◆ Problem to work on
Find each line below that includes "pinky", then copy it.

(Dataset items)
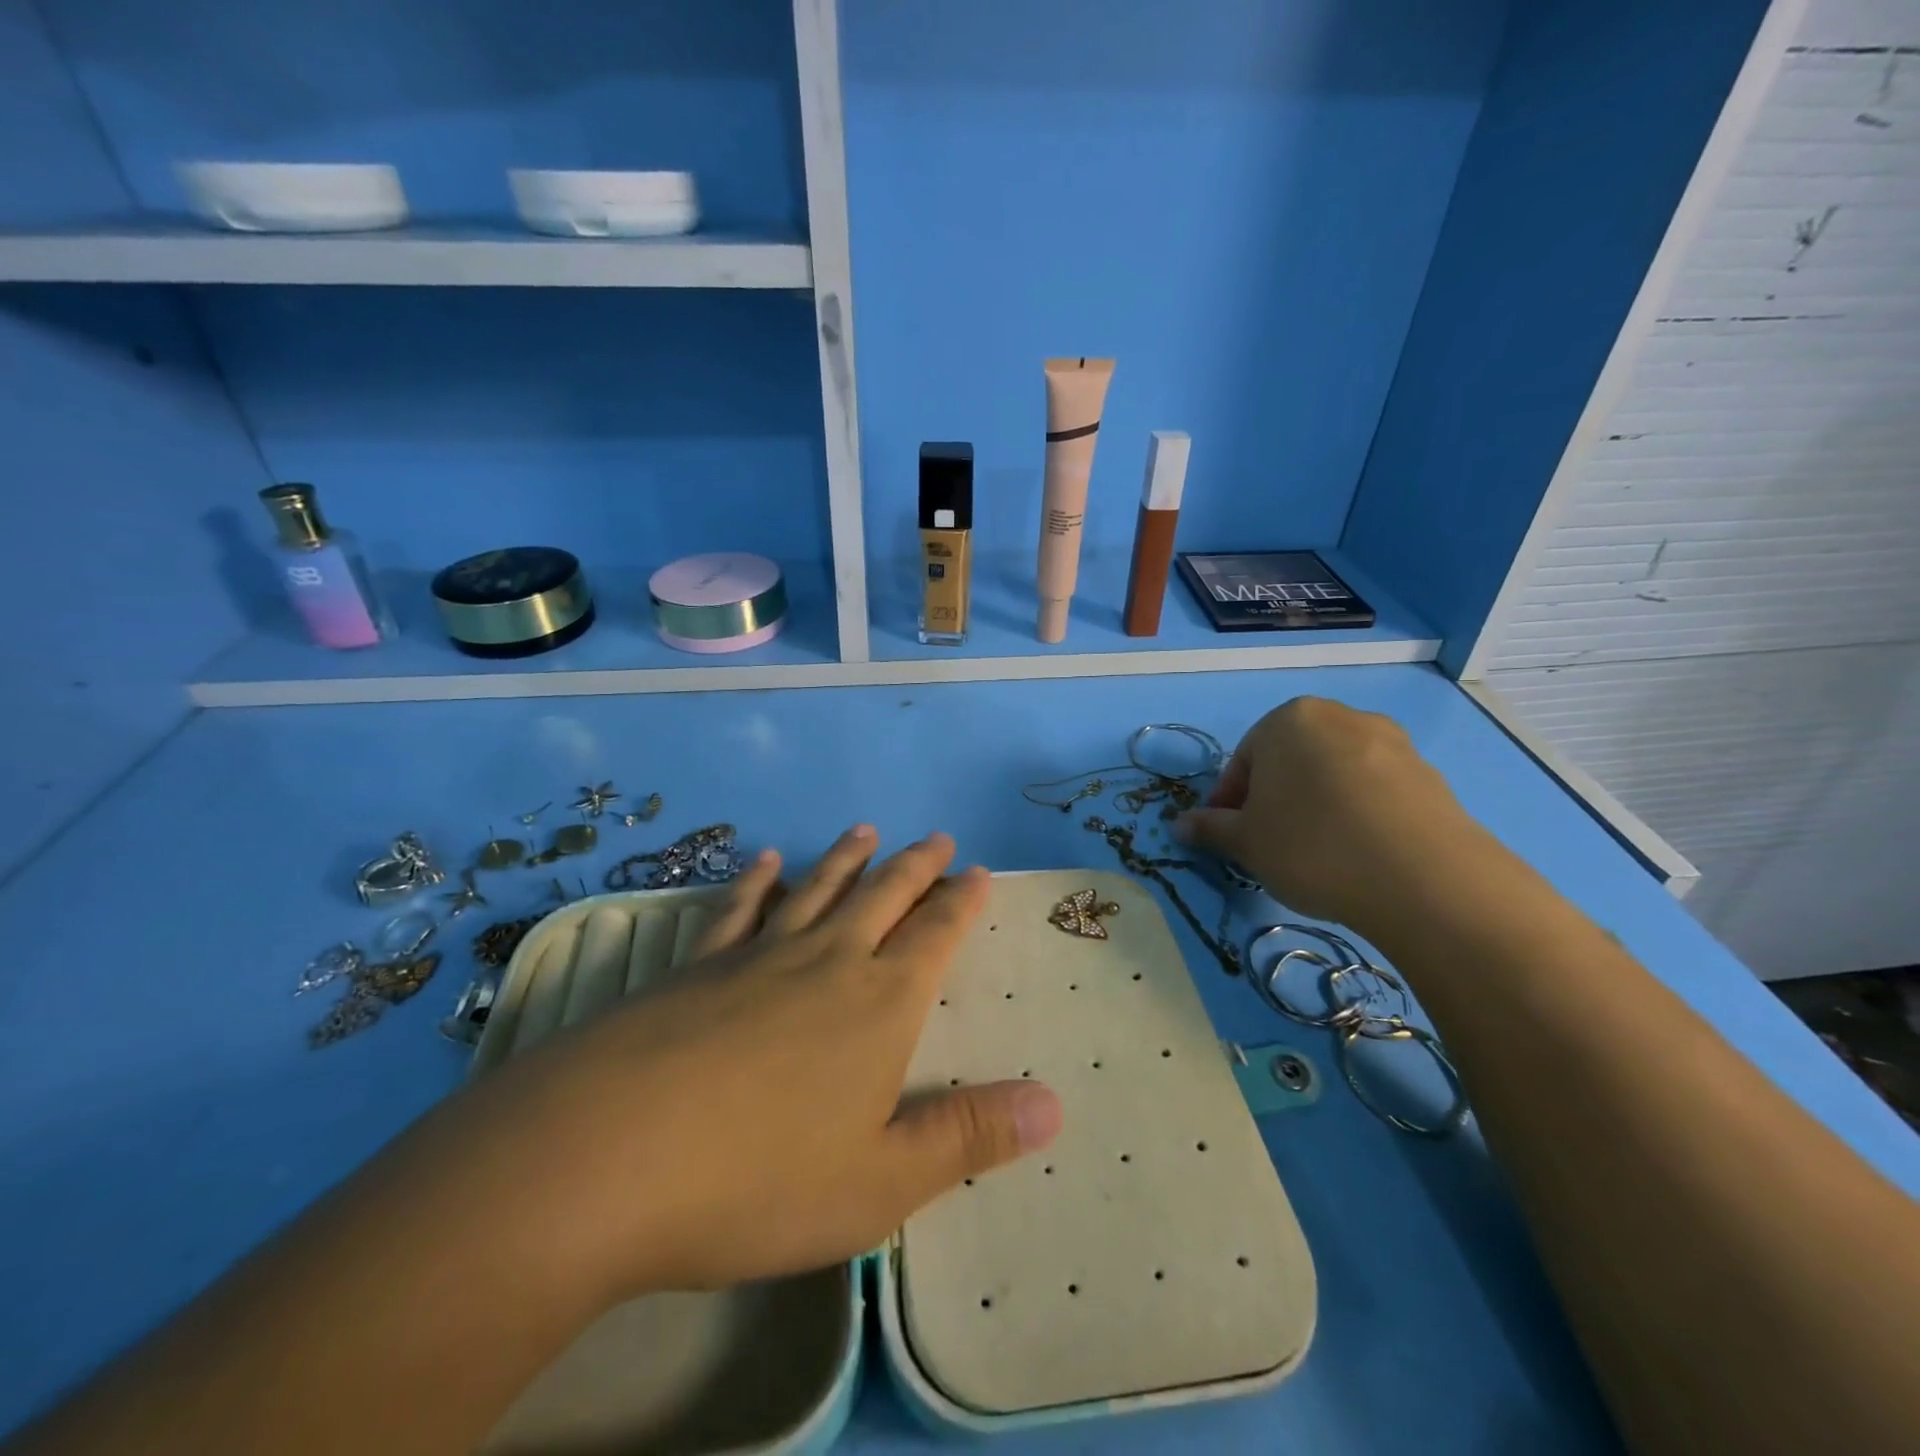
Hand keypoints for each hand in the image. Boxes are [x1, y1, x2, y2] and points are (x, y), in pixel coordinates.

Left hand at [450, 827, 1063, 1300]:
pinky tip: (762, 861)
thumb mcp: (881, 1181)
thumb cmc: (757, 1179)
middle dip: (916, 867)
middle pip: (882, 897)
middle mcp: (826, 962)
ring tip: (866, 830)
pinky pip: (738, 909)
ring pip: (816, 890)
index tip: (976, 871)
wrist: (603, 1158)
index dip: (960, 903)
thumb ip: (969, 1136)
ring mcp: (756, 957)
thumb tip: (1057, 1106)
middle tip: (936, 838)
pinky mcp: (695, 967)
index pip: (934, 936)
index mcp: (879, 1005)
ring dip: (846, 859)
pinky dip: (756, 881)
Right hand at [1174, 697, 1485, 934]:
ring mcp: (1391, 742)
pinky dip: (1357, 813)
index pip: (1243, 760)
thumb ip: (1210, 828)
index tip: (1230, 838)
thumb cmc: (1311, 846)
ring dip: (1316, 804)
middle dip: (1274, 798)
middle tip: (1270, 843)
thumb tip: (1179, 825)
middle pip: (1290, 760)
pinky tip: (1358, 852)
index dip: (1230, 803)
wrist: (1423, 878)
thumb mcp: (1245, 842)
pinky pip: (1374, 790)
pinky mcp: (1429, 773)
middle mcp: (1340, 716)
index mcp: (1288, 719)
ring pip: (1333, 773)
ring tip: (1318, 852)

◆ Exercise solution
pinky tip: (762, 861)
pinky pip: (738, 909)
pinky mcp: (695, 967)
pinky dip: (756, 881)
pinky dip: (1357, 813)
pinky tip: (1358, 852)
pinky pip: (1374, 790)
pinky mcp: (1429, 773)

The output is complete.